De nouvelles recherches ont découvert le rôle surprenant de la kératine, la protéine responsable de la structure de notre peau, de nos cheveux et de nos ongles. Traditionnellement considérée uniquement comme un élément structurel, la kératine est désormais identifiée comme un régulateur essentiel du système immunitaire. Plus précisément, les scientifiques ont découvert que la kératine 16 (K16) agit comme un « frein » biologique qui prévient l’inflammation galopante de la peau.

La découverte : la kératine comme régulateur immunitaire

Dans une étude publiée dans Science Translational Medicine, des chercheurs de l’Université du Michigan ont révélé que la kératine 16 fait plus que simplement fournir une résistance mécanique aux cellules. Il joue un rôle essentiel dans la modulation des signaux qui recrutent le système immunitaire vers la peau.

L’équipe de recherche, dirigée par le chercheur postdoctoral Erez Cohen et l’auteur principal Pierre Coulombe, a découvert que :
Fonction normale : K16 aide à réguler les interférons de type I, une famille de protéines qui orchestrent les réponses immunitaires. En modulant ces signaux, K16 empêche le système immunitaire de réagir de manière excessive.
Le mécanisme de « freinage » : Lorsque le K16 fonctionne correctement, il contrôle l’inflammation.
L’effet mutation : Lorsque le gène KRT16 est muté ou manquant, ce « frein » est libéré. Cela provoque une montée en flèche de la signalisation de l’interféron de type I, entraînant une inflammation chronique et incontrôlée.

De l’échec structurel au chaos immunitaire

Pour comprendre pourquoi c’est important, il faut examiner la mécanique de la peau. Les experts décrivent les kératines comme les « câbles d’acier » d’une cellule, fournissant la résistance à la traction nécessaire pour résister au stress physique.

Chez les patients atteints de pacyonychia congenita (PC), une maladie génétique rare causée par des mutations KRT16, cette intégrité structurelle est compromise. Dans les zones à forte friction comme la plante des pieds, les cellules de la peau se décomposent sous la pression de la marche ou de la course. Cette dégradation physique crée une crise secondaire : lorsque la barrière cutanée échoue, le système immunitaire détecte les dommages et déclenche une réponse inflammatoire massive.

Cette connexion explique un cycle commun dans de nombreuses affections cutanées :
1. Stress structurel : La friction mécanique ou la mutation génétique affaiblit les cellules de la peau.
2. Brise de barrière : Les « câbles d’acier » échouent, laissant la peau sujette aux déchirures.
3. Overdrive immunitaire : Sans le « frein » K16, la réponse inflammatoire du corps devient hyperactive, entraînant des callosités douloureuses, des ampoules et des rougeurs caractéristiques de la PC, du psoriasis et de l’eczéma.

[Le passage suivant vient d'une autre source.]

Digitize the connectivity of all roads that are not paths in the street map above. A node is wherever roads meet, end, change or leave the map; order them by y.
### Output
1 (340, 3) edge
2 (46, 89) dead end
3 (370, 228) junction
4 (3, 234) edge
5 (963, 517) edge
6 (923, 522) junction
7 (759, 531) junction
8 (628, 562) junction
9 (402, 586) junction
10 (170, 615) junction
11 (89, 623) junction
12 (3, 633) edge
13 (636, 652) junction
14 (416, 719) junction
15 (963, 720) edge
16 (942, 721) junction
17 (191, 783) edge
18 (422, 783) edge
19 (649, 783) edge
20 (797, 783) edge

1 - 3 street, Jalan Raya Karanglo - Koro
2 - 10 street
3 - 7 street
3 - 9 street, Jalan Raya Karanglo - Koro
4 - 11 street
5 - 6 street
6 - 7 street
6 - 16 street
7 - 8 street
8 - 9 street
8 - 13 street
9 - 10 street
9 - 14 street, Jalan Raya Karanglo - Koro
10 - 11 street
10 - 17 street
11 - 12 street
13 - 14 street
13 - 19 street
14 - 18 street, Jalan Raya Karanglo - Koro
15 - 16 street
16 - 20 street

Implications pour la médecine future

La capacité de lier une mutation protéique spécifique à une voie immunitaire spécifique fournit une feuille de route claire pour le développement de médicaments. Ce changement de compréhension fait passer la kératine d’un composant structurel passif à un participant actif à la défense cutanée.

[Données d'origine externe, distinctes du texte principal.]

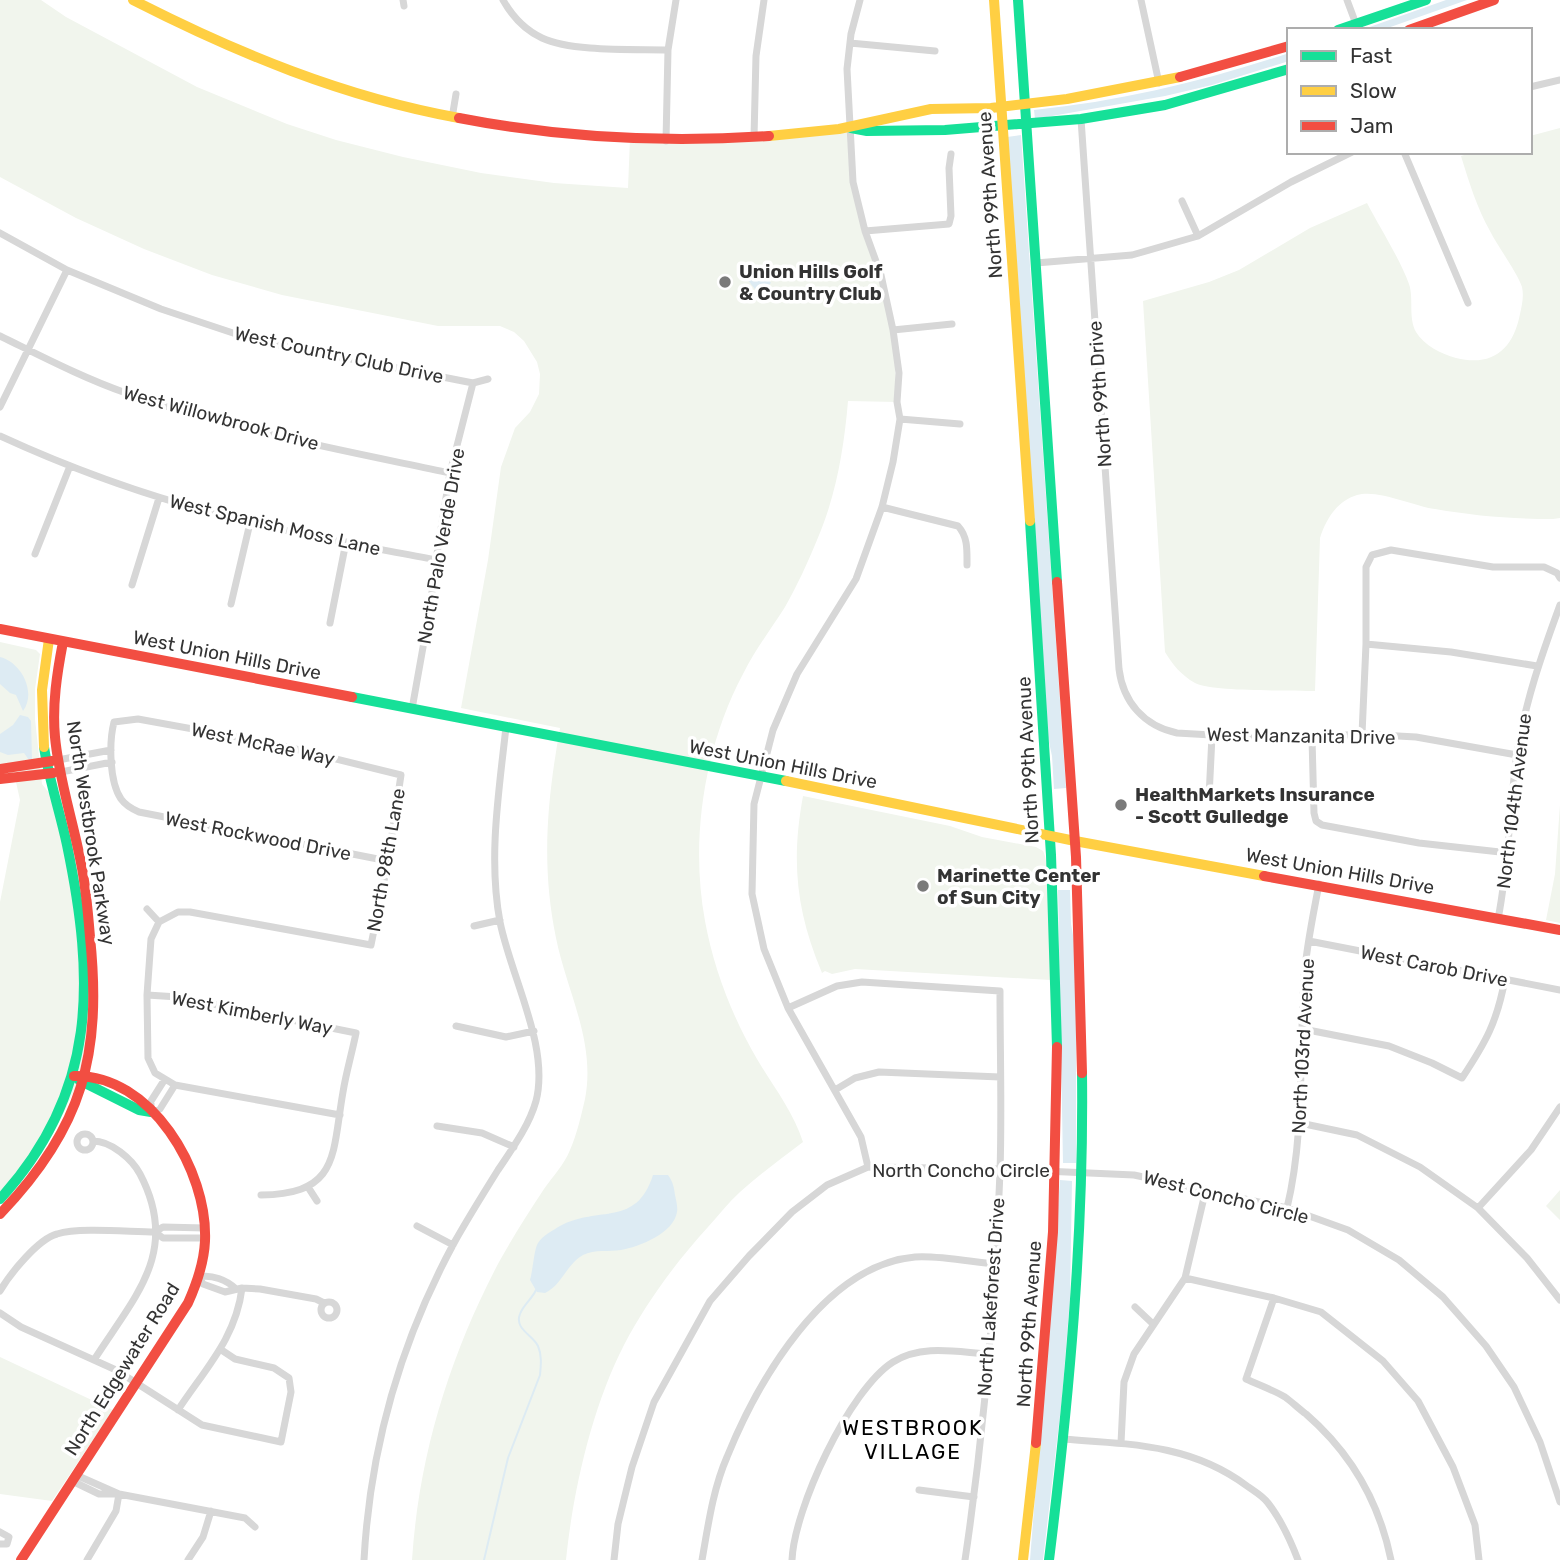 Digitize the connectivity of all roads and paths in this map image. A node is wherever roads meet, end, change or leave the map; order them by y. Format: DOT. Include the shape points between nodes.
graph roads {
  1 [pos="133,0"];
  2 [pos="503,0"];
  3 [pos="676,0"];
  4 [pos="764,0"];
  5 [pos="860,0"];
  6 [pos="994,0"];
  7 [pos="1018,0"];
  8 [pos="1141,0"];
  9 [pos="1347,0"];
  10 [pos="1426,0"];
  11 [pos="1494,0"];
  12 [pos="1356,24"];
  13 [pos="1344,28"];
  14 [pos="1415,28"];
  15 [pos="850,43"];
  16 [pos="1287,47"];
  17 [pos="668,50"];
  18 [pos="935,51"];
  19 [pos="1287,70"];
  20 [pos="1560,80"];
  21 [pos="1159,83"];
  22 [pos="1532,87"];
  23 [pos="456,93"];
  24 [pos="1025,103"];
  25 [pos="1002,106"];
  26 [pos="452,118"];
  27 [pos="1081,119"];
  28 [pos="1027,125"];
  29 [pos="1002,126"];
  30 [pos="849,127"];
  31 [pos="754,137"];
  32 [pos="666,141"];
  33 [pos="951,154"];
  34 [pos="1349,154"];
  35 [pos="1405,154"];
  36 [pos="1182,201"];
  37 [pos="865,231"];
  38 [pos="0,233"];
  39 [pos="1198,236"];
  40 [pos="1091,260"];
  41 [pos="1036,263"];
  42 [pos="67,270"];
  43 [pos="1468,303"];
  44 [pos="953,324"];
  45 [pos="893,330"];
  46 [pos="0,336"];
  47 [pos="28,350"];
  48 [pos="488,379"];
  49 [pos="472,383"];
  50 [pos="0,407"];
  51 [pos="900,419"];
  52 [pos="960,424"];
  53 [pos="0,436"];
  54 [pos="70,466"];
  55 [pos="450,473"];
  56 [pos="159,498"];
  57 [pos="882,507"];
  58 [pos="250,523"];
  59 [pos="346,542"];
  60 [pos="35,554"];
  61 [pos="436,559"];
  62 [pos="967,565"];
  63 [pos="1559,576"];
  64 [pos="132,585"];
  65 [pos="231,604"];
  66 [pos="1560,605"];
  67 [pos="330,623"];
  68 [pos="0,629"];
  69 [pos="49,639"];
  70 [pos="63,642"];
  71 [pos="1366,644"];
  72 [pos="1537,666"];
  73 [pos="1119,669"];
  74 [pos="412,709"];
  75 [pos="506,727"];
  76 [pos="1362,734"];
  77 [pos="1212,736"];
  78 [pos="1312,738"];
  79 [pos="111,750"];
  80 [pos="1517,755"];
  81 [pos="112,762"];
  82 [pos="51,765"];
  83 [pos="0,769"];
  84 [pos="61,772"];
  85 [pos="401,775"];
  86 [pos="760,777"];
  87 [pos="0,779"];
  88 [pos="1209,797"];
  89 [pos="1050,836"];
  90 [pos="1075,841"];
  91 [pos="1509,853"];
  92 [pos="388,862"];
  93 [pos="1319,884"];
  94 [pos="148,909"];
  95 [pos="1498,919"];
  96 [pos="500,920"];
  97 [pos="159,922"];
  98 [pos="474,926"];
  99 [pos="1560,930"];
  100 [pos="1309,941"];
  101 [pos="1506,979"];
  102 [pos="1560,990"];
  103 [pos="147,995"];
  104 [pos="788,1008"];
  105 [pos="456,1026"];
  106 [pos="1303,1029"];
  107 [pos="534,1031"];
  108 [pos="1000,1077"];
  109 [pos="81,1078"];
  110 [pos="165,1079"];
  111 [pos="175,1085"];
  112 [pos="835,1090"];
  113 [pos="1560,1107"];
  114 [pos="151,1112"];
  115 [pos="340,1115"];
  116 [pos="1300,1122"];
  117 [pos="437,1126"];
  118 [pos="93,1142"];
  119 [pos="514,1147"];
  120 [pos="868,1167"];
  121 [pos="1000,1169"];
  122 [pos="1056,1171"];
  123 [pos="1082,1172"];
  124 [pos="308,1187"];
  125 [pos="1206,1189"];
  126 [pos="261,1195"];
  127 [pos="0,1199"];
  128 [pos="317,1201"];
  129 [pos="1287,1208"];
  130 [pos="1478,1208"];
  131 [pos="0,1214"];
  132 [pos="417,1226"];
  133 [pos="155,1232"];
  134 [pos="205,1233"];
  135 [pos="453,1245"];
  136 [pos="995,1264"];
  137 [pos="199,1277"];
  138 [pos="1185,1278"];
  139 [pos="239,1289"];
  140 [pos="0,1291"];
  141 [pos="1274,1298"];
  142 [pos="1560,1300"];
  143 [pos="324,1303"];
  144 [pos="1135,1307"];
  145 [pos="0,1313"];
  146 [pos="1153,1324"];
  147 [pos="220,1349"];
  148 [pos="988,1354"];
  149 [pos="94,1360"];
  150 [pos="137,1382"];
  151 [pos="178,1410"];
  152 [pos="1062,1439"];
  153 [pos="1121,1443"];
  154 [pos="74,1478"];
  155 [pos="919,1490"];
  156 [pos="118,1494"];
  157 [pos="974,1497"];
  158 [pos="1560,1502"];
  159 [pos="211,1511"];
  160 [pos="255,1527"];
  161 [pos="0,1532"];
  162 [pos="0,1544"];
  163 [pos="21,1560"];
  164 [pos="87,1560"];
  165 [pos="187,1560"];
  166 [pos="364,1560"];
  167 [pos="614,1560"];
  168 [pos="702,1560"];
  169 [pos="792,1560"];
  170 [pos="965,1560"];
  171 [pos="1023,1560"];
  172 [pos="1049,1560"];
  173 [pos="1298,1560"];
  174 [pos="1391,1560"];
  175 [pos="1479,1560"];
  1 -- 26 [label="main road" via="276,67 344,91"];
  2 -- 17 [label="street" via="522,25 550,41"];
  3 -- 17 [label="street"];
  4 -- 31 [label="street" via="756,56"];
  5 -- 15 [label="street"];
  6 -- 25 [label="main road, North 99th Avenue"];
  7 -- 24 [label="main road"];
  8 -- 21 [label="street"];
  9 -- 12 [label="street"];
  10 -- 12 [label="main road"];
  11 -- 14 [label="main road"];
  12 -- 13 [label="main road"];
  15 -- 18 [label="street"];
  15 -- 30 [label="street" via="846,79"];
  16 -- 21 [label="main road"];
  17 -- 32 [label="street"];
  19 -- 27 [label="main road" via="1165,105"];
  20 -- 22 [label="street"];
  21 -- 24 [label="main road"];
  23 -- 26 [label="street"];
  24 -- 25 [label="main road"];
  24 -- 28 [label="main road"];
  25 -- 29 [label="main road, North 99th Avenue"];
  25 -- 30 [label="main road" via="942,108"];
  26 -- 32 [label="main road" via="546,133"];
  27 -- 28 [label="main road"];
  27 -- 40 [label="street, North 99th Drive"];
  28 -- 29 [label="main road"];
  28 -- 41 [label="main road"];
  29 -- 30 [label="main road" via="905,131"];
  29 -- 89 [label="main road, North 99th Avenue"];
  30 -- 31 [label="main road"];
  30 -- 37 [label="street" via="853,183"];
  31 -- 32 [label="main road"];
  33 -- 37 [label="street" via="949,224"];
  34 -- 39 [label="street"];
  35 -- 43 [label="street"];
  36 -- 39 [label="street"];
  37 -- 45 [label="street"];
  38 -- 42 [label="street, West Country Club Drive"];
  39 -- 40 [label="street" via="1132,255"];
  40 -- 41 [label="street"];
  40 -- 73 [label="street, North 99th Drive"];
  41 -- 90 [label="main road"];
  42 -- 47 [label="street"];
  42 -- 49 [label="street, West Country Club Drive" via="161,309 254,340"];
  44 -- 45 [label="street"];
  45 -- 51 [label="street"];
  46 -- 47 [label="street, West Willowbrook Drive"];
  47 -- 50 [label="street"];
  47 -- 55 [label="street, West Willowbrook Drive" via="122,392 183,412 289,440"];
  48 -- 49 [label="street, West Country Club Drive"];
  49 -- 55 [label="street, North Palo Verde Drive"];
  51 -- 52 [label="street"];
  51 -- 57 [label="street"];
  53 -- 54 [label="street, West Spanish Moss Lane"];
  54 -- 56 [label="street, West Spanish Moss Lane"];
  54 -- 60 [label="street"];
  55 -- 61 [label="street, North Palo Verde Drive"];
  56 -- 58 [label="street, West Spanish Moss Lane"];
  56 -- 64 [label="street"];
  57 -- 62 [label="street" via="958,526 965,536"];
  57 -- 86 [label="street" via="856,579 780,709"];
  58 -- 59 [label="street, West Spanish Moss Lane"];
  58 -- 65 [label="street"];
  59 -- 61 [label="street, West Spanish Moss Lane"];
  59 -- 67 [label="street"];
  61 -- 74 [label="street, North Palo Verde Drive"];
  63 -- 71 [label="street" via="1544,568 1493,567 1391,550 1372,555 1366,567"];
  66 -- 72 [label="street, North 104th Avenue"];
  68 -- 69 [label="main road, West Union Hills Drive"];
  69 -- 70 [label="main road, West Union Hills Drive"];
  69 -- 82 [label="main road, North Westbrook Parkway" via="42,691"];
  70 -- 74 [label="main road, West Union Hills Drive"];
  70 -- 82 [label="main road, North Westbrook Parkway"];
  71 -- 72 [label="street"];
  71 -- 76 [label="street"];
  72 -- 80 [label="street, North 104th Avenue"];
  73 -- 77 [label="street, West Manzanita Drive" via="1125,693 1146,720 1168,731"];
  74 -- 75 [label="main road, West Union Hills Drive"];
  75 -- 86 [label="main road, West Union Hills Drive"];
  75 -- 96 [label="street" via="496,816"];
  76 -- 78 [label="street, West Manzanita Drive"];
  76 -- 80 [label="street, West Manzanita Drive" via="1416,737"];
  77 -- 78 [label="street, West Manzanita Drive"];
  77 -- 88 [label="street"];
  78 -- 91 [label="street" via="1314,813 1322,825 1411,842"];
  79 -- 81 [label="street"];
  79 -- 82 [label="street"];
  79 -- 85 [label="street, West McRae Way" via="114,722 138,719 275,744"];
  80 -- 91 [label="street, North 104th Avenue"];
  81 -- 84 [label="street"];
  81 -- 92 [label="street, West Rockwood Drive" via="117,791 139,812"];
  82 -- 83 [label="main road"];
  82 -- 84 [label="main road"];
  82 -- 87 [label="main road"];
  82 -- 109 [label="main road, North Westbrook Parkway" via="71,869 85,988"];
  84 -- 109 [label="main road, North Westbrook Parkway" via="82,866 95,990 93,1033"];
  85 -- 92 [label="street, North 98th Lane"];
  86 -- 89 [label="main road, West Union Hills Drive"];
  86 -- 104 [label="street" via="753,819 752,894 764,949"];
  89 -- 90 [label="main road, West Union Hills Drive"];
  89 -- 122 [label="main road, North 99th Avenue" via="1056,947"];
  90 -- 93 [label="main road, West Union Hills Drive"];
  90 -- 123 [label="main road"];
  91 -- 95 [label="street, North 104th Avenue"];
  92 -- 97 [label="street, North 98th Lane" via="371,945 190,912 178,912"];
  93 -- 95 [label="main road, West Union Hills Drive"];
  93 -- 100 [label="street, North 103rd Avenue"];
  94 -- 97 [label="street"];
  95 -- 99 [label="main road, West Union Hills Drive"];
  96 -- 98 [label="street"];
  96 -- 107 [label="street"];
  97 -- 103 [label="street" via="151,939"];
  100 -- 101 [label="street, West Carob Drive"];
  100 -- 106 [label="street, North 103rd Avenue"];
  101 -- 102 [label="street, West Carob Drive"];
  101 -- 106 [label="street" via="1496,1021 1462,1078 1389,1046"];
  103 -- 110 [label="street" via="148,1058 155,1073"];
  103 -- 115 [label="street, West Kimberly Way" via="178,997 356,1034"];
  104 -- 108 [label="street, North Lakeforest Drive" via="836,986 862,982 1000,991"];
  104 -- 112 [label="street"];
  105 -- 107 [label="street" via="506,1037"];
  106 -- 116 [label="street, North 103rd Avenue"];
  107 -- 119 [label="street" via="540,1072 536,1101"];
  108 -- 112 [label="street" via="879,1072 855,1078"];
  108 -- 121 [label="street, North Lakeforest Drive"];
  109 -- 114 [label="main road, North Edgewater Road"];
  109 -- 127 [label="main road, North Westbrook Parkway" via="24,1173"];
  109 -- 131 [label="main road, North Westbrook Parkway" via="55,1144 35,1176"];
  110 -- 111 [label="street"];
  110 -- 114 [label="street" via="151,1101"];
  111 -- 114 [label="street" via="160,1109"];
  111 -- 115 [label="street"];
  112 -- 120 [label="street" via="861,1137"];
  113 -- 130 [label="street" via="1531,1150"];
  114 -- 134 [label="main road, North Edgewater Road" via="187,1158 197,1183"];
  115 -- 124 [label="street" via="329,1166"];
  116 -- 129 [label="street, North 103rd Avenue" via="1296,1173"];
  116 -- 130 [label="street" via="1357,1135 1420,1167"];
  117 -- 119 [label="street" via="482,1133"];
  118 -- 133 [label="street" via="102,1141 135,1166 147,1189"];
  119 -- 135 [label="street"];
  120 -- 121 [label="street, North Concho Circle"];
  120 -- 167 [label="street, North Concho Circle" via="827,1185 792,1212 710,1301 653,1402 632,1466"];
  121 -- 122 [label="street, North Concho Circle"];
  121 -- 136 [label="street, North Lakeforest Drive"];
  122 -- 123 [label="street, North Concho Circle"];
  122 -- 171 [label="main road, North 99th Avenue" via="1048,1333"];
  123 -- 125 [label="street, West Concho Circle" via="1134,1175"];
  123 -- 152 [label="main road"];
  124 -- 126 [label="street" via="286,1195"];
  124 -- 128 [label="street"];
  125 -- 129 [label="street, West Concho Circle"];
  125 -- 138 [label="street"];
  129 -- 158 [label="street, West Concho Circle" via="1348,1230 1399,1260 1443,1297 1514,1387 1541,1442"];
  130 -- 142 [label="street"];
  132 -- 135 [label="street"];
  133 -- 134 [label="street" via="163,1227"];
  133 -- 140 [label="street" via="54,1234 18,1265"];
  133 -- 149 [label="street" via="150,1271"];
  134 -- 137 [label="main road, North Edgewater Road"];
  135 -- 166 [label="street" via="395,1380 374,1468"];
  136 -- 148 [label="street, North Lakeforest Drive"];
  136 -- 168 [label="street" via="916,1257 876,1267 840,1289 817,1311 765,1378 726,1458"];
  137 -- 139 [label="street" via="213,1289"];
  137 -- 150 [label="main road, North Edgewater Road" via="188,1303"];
  138 -- 141 [label="street"];
  138 -- 146 [label="street"];
  139 -- 143 [label="street" via="286,1292"];
  139 -- 147 [label="street" via="234,1325"];
  141 -- 174 [label="street" via="1246,1379 1286,1398 1330,1435 1372,1502"];
  141 -- 175 [label="street" via="1321,1312 1383,1361 1418,1401 1453,1467 1475,1525"];
  144 -- 146 [label="street"];
  145 -- 149 [label="street"];
  146 -- 153 [label="street" via="1134,1354 1124,1382"];
  147 -- 151 [label="street"];
  147 -- 151 [label="street" via="289,1378 291,1392 281,1443 202,1425"];
  148 -- 157 [label="street, North Lakeforest Drive"];
  148 -- 169 [label="street" via="929,1349 894,1362 873,1381 837,1432 815,1479 797,1524"];
  149 -- 150 [label="street"];
  150 -- 151 [label="street"];
  150 -- 154 [label="main road, North Edgewater Road"];
  152 -- 153 [label="street"];
  152 -- 172 [label="main road"];
  153 -- 173 [label="street" via="1196,1457 1234,1476 1266,1500 1285,1527"];
  154 -- 156 [label="street"];
  154 -- 163 [label="main road, North Edgewater Road"];
  155 -- 157 [label="street"];
  156 -- 159 [label="street"];
  156 -- 164 [label="street" via="116,1511"];
  157 -- 170 [label="street, North Lakeforest Drive"];
  159 -- 160 [label="street" via="245,1518"];
  159 -- 165 [label="street" via="203,1537"];
  161 -- 162 [label="street" via="9,1537 7,1544"];
}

Les chercheurs ont déjà commencé à tester cette théorie sur des modèles de laboratoire. En utilisant un inhibiteur des interférons de type I, ils ont pu éliminer les lésions cutanées chez des souris modélisant la condition PC.

“Savoir que la kératine 16 agit comme un frein inflammatoire nous donne une cible directe pour de nouveaux traitements et diagnostics”, notent les chercheurs.

Cette découverte suggère qu’au lieu de simplement traiter les symptômes de l’inflammation cutanée, les futures thérapies pourraient se concentrer sur le recalibrage des signaux immunitaires que le K16 est censé contrôler.


Conclusion
En identifiant la kératine 16 comme régulateur de la signalisation de l’interféron, les scientifiques ont découvert un mécanisme fondamental à l’origine des maladies inflammatoires de la peau. Cette percée ouvre la porte à des thérapies ciblées qui pourraient traiter des affections telles que le psoriasis et la pachyonychia congénitale en « réappliquant efficacement les freins » du système immunitaire.